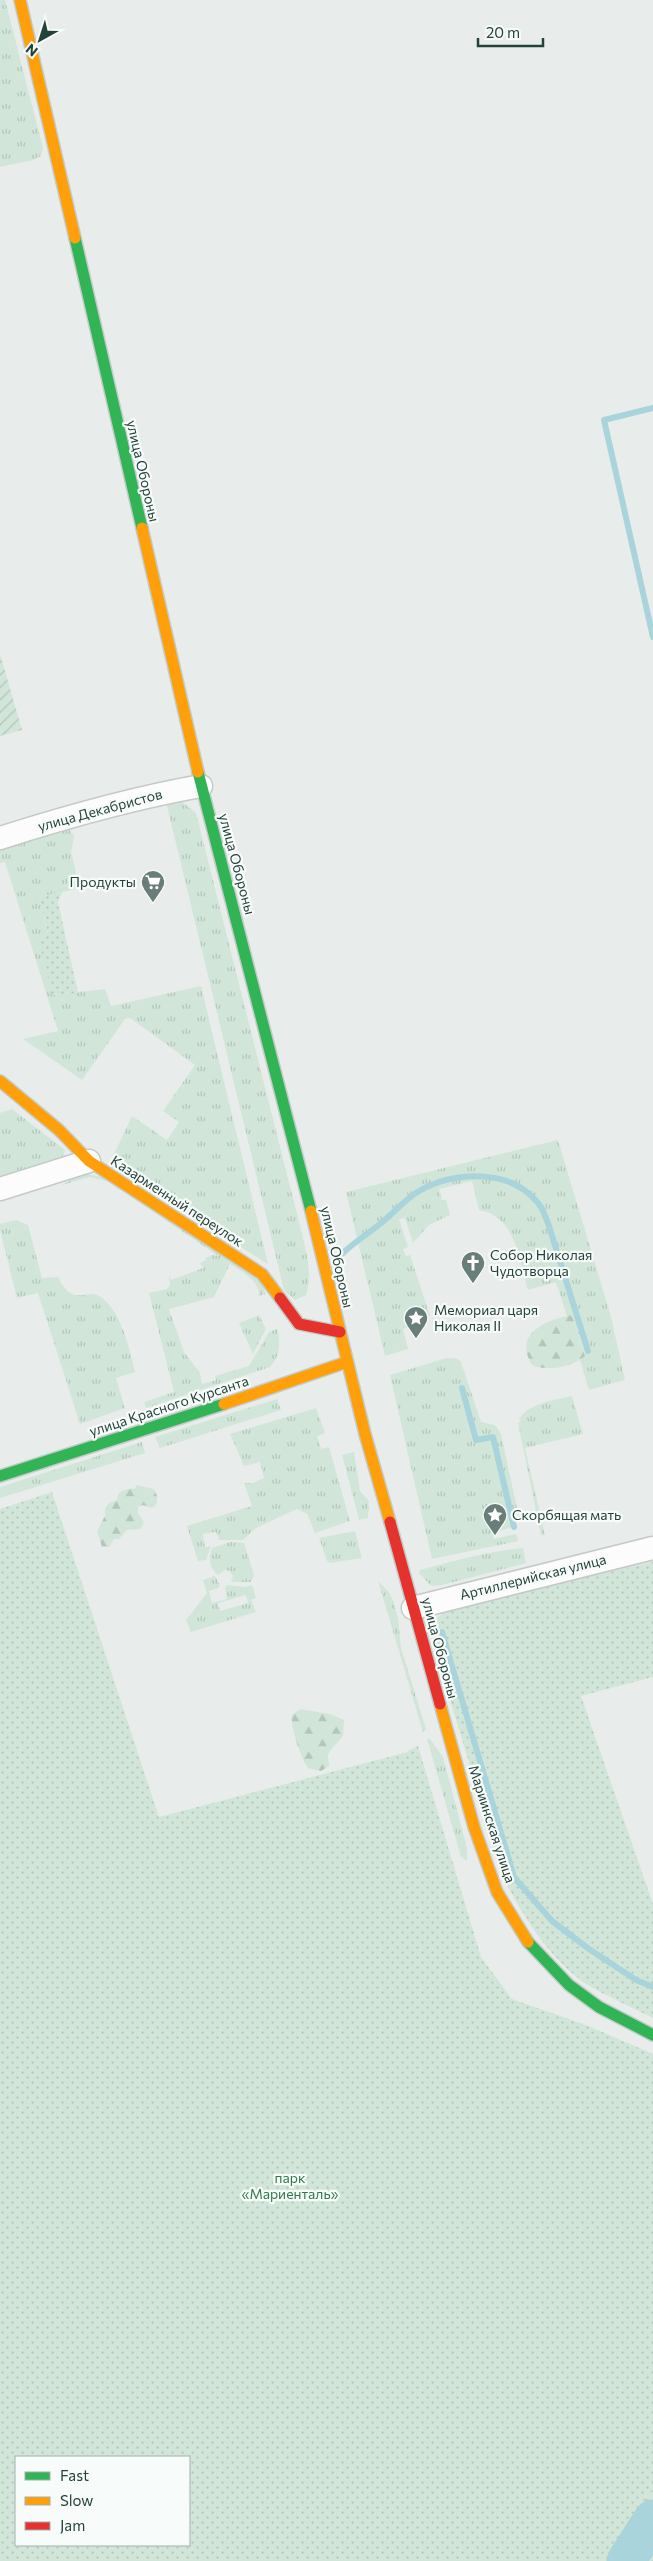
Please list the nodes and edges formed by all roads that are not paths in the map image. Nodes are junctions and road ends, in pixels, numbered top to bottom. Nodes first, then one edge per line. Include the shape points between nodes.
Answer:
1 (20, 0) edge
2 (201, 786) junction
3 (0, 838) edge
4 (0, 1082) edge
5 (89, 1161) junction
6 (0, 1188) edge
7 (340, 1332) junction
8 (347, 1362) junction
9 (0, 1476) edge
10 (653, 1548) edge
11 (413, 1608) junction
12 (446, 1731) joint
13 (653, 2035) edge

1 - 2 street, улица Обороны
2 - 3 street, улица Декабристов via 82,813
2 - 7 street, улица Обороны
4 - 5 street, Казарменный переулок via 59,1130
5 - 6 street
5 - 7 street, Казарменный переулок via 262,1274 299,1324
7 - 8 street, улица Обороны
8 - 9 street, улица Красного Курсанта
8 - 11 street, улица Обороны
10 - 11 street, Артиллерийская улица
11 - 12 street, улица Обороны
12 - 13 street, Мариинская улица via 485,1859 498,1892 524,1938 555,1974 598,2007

EXERCISE AIM.
Leaving out the pictures, repeat the data above exactly.

TASK RESPONSE.
Please list the nodes and edges formed by all roads that are not paths in the map image. Nodes are junctions and road ends, in pixels, numbered top to bottom. Nodes first, then one edge per line. Include the shape points between nodes.
Answer:
1 (20, 0) edge
2 (201, 786) junction
3 (0, 838) edge
4 (0, 1082) edge
5 (89, 1161) junction
6 (0, 1188) edge
7 (340, 1332) junction
8 (347, 1362) junction
9 (0, 1476) edge
10 (653, 1548) edge
11 (413, 1608) junction
12 (446, 1731) joint
13 (653, 2035) edge

1 - 2 street, улица Обороны
2 - 3 street, улица Декабристов via 82,813
2 - 7 street, улица Обороны
4 - 5 street, Казарменный переулок via 59,1130
5 - 6 street
5 - 7 street, Казарменный переулок via 262,1274 299,1324
7 - 8 street, улица Обороны
8 - 9 street, улица Красного Курсанта
8 - 11 street, улица Обороны
10 - 11 street, Артиллерийская улица
11 - 12 street, улица Обороны
12 - 13 street, Мариинская улица via 485,1859 498,1892 524,1938 555,1974 598,2007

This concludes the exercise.